(Required action):
Track down each line below containing the string "Heath" and copy it.

[Collected data entries]
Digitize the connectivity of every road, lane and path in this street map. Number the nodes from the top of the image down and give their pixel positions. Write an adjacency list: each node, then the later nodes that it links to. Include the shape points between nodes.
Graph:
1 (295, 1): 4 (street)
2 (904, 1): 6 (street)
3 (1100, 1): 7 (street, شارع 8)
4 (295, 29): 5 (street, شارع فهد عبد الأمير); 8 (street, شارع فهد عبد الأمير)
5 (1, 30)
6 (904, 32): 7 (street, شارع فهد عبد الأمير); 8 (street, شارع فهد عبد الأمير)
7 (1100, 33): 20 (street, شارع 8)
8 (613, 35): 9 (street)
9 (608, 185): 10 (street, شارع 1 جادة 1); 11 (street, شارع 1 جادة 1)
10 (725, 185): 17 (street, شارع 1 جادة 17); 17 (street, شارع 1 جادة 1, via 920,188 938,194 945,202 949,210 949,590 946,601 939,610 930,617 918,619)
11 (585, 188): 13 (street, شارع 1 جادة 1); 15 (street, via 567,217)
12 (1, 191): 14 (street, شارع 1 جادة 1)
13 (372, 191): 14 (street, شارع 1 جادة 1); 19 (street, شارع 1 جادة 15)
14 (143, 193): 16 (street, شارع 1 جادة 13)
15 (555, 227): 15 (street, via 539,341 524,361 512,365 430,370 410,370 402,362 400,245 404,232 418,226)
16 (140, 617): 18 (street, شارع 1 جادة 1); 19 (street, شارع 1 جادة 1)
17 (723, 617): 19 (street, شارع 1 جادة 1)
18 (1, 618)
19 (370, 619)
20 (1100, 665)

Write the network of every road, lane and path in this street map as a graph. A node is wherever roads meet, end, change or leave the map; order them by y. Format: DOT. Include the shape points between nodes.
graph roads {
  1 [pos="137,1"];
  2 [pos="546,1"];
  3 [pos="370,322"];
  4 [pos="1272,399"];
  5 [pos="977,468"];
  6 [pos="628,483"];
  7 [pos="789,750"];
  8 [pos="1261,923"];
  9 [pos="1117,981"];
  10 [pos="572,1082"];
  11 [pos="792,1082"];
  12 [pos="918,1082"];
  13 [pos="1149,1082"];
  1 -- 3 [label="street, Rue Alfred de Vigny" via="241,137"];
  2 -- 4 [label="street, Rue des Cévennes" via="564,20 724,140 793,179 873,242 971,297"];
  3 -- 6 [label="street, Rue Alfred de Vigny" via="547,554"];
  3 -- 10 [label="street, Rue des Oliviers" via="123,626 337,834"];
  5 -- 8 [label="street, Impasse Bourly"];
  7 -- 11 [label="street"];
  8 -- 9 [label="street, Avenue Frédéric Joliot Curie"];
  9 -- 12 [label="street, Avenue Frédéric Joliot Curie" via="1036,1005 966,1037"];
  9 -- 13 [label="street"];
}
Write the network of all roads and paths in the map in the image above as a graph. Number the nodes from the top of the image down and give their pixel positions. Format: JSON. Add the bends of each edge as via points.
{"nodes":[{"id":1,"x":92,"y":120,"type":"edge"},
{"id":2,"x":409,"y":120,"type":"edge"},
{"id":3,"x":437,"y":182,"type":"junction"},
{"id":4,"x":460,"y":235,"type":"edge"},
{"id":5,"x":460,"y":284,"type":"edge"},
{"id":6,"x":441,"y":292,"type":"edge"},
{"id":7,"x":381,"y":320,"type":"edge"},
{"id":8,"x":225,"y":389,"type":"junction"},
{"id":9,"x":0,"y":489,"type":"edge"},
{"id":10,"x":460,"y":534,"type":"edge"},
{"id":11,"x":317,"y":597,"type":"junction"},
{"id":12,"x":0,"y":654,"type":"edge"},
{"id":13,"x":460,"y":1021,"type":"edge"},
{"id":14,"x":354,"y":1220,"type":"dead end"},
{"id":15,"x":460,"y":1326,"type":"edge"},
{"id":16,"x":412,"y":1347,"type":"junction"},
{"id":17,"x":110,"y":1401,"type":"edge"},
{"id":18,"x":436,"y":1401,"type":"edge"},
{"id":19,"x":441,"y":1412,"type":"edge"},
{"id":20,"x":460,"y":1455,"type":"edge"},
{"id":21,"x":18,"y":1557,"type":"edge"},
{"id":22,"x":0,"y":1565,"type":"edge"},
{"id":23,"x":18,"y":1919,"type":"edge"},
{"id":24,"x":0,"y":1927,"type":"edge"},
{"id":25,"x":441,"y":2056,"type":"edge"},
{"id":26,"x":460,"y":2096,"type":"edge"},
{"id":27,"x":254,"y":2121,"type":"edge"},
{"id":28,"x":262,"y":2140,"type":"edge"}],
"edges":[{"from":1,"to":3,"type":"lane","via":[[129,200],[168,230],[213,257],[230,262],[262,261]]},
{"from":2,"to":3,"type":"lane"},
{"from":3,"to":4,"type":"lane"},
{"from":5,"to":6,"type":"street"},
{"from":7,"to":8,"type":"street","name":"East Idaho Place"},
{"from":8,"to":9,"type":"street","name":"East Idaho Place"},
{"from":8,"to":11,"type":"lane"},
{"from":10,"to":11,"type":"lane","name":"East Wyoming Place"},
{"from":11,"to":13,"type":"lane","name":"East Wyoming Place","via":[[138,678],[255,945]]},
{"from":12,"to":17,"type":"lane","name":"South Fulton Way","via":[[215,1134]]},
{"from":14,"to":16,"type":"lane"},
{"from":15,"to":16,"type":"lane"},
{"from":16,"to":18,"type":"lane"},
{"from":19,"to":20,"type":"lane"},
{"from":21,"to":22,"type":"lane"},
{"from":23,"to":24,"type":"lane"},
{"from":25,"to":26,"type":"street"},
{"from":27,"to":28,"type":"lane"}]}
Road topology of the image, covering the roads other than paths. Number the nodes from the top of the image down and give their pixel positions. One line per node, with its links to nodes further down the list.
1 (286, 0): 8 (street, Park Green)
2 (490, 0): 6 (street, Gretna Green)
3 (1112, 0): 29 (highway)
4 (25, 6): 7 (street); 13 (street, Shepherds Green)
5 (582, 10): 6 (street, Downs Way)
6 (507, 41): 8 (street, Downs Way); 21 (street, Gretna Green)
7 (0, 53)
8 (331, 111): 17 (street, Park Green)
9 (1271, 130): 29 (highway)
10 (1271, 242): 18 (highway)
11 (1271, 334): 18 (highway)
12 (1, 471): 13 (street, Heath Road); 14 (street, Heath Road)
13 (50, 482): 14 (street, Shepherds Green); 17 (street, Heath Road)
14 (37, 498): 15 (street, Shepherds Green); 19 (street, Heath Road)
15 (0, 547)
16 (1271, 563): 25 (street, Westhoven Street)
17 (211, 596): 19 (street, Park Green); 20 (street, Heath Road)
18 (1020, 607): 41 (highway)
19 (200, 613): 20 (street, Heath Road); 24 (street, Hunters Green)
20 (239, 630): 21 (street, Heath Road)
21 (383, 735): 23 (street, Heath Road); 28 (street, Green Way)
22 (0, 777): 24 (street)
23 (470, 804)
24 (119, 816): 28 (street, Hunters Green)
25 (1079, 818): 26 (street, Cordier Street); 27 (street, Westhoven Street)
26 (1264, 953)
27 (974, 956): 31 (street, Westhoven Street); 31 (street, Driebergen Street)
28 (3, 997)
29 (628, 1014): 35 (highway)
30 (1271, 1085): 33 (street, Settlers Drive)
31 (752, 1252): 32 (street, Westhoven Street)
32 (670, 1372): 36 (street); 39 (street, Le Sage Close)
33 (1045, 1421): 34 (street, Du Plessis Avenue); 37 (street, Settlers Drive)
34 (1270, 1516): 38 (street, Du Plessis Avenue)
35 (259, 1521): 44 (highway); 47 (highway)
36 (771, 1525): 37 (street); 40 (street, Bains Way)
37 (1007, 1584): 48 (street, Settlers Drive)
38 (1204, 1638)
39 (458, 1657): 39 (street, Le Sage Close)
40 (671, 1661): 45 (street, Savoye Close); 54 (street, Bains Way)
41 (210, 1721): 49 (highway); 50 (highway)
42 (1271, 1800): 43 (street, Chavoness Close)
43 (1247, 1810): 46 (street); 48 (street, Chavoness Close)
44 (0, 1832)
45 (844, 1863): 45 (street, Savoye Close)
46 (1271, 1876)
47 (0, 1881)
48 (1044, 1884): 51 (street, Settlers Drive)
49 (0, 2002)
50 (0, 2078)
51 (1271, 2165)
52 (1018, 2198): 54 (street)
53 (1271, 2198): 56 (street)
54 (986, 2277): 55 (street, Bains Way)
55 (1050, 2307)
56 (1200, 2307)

(Task response):
12 (1, 471): 13 (street, Heath Road); 14 (street, Heath Road)
13 (50, 482): 14 (street, Shepherds Green); 17 (street, Heath Road)
14 (37, 498): 15 (street, Shepherds Green); 19 (street, Heath Road)
17 (211, 596): 19 (street, Park Green); 20 (street, Heath Road)
19 (200, 613): 20 (street, Heath Road); 24 (street, Hunters Green)
20 (239, 630): 21 (street, Heath Road)
21 (383, 735): 23 (street, Heath Road); 28 (street, Green Way)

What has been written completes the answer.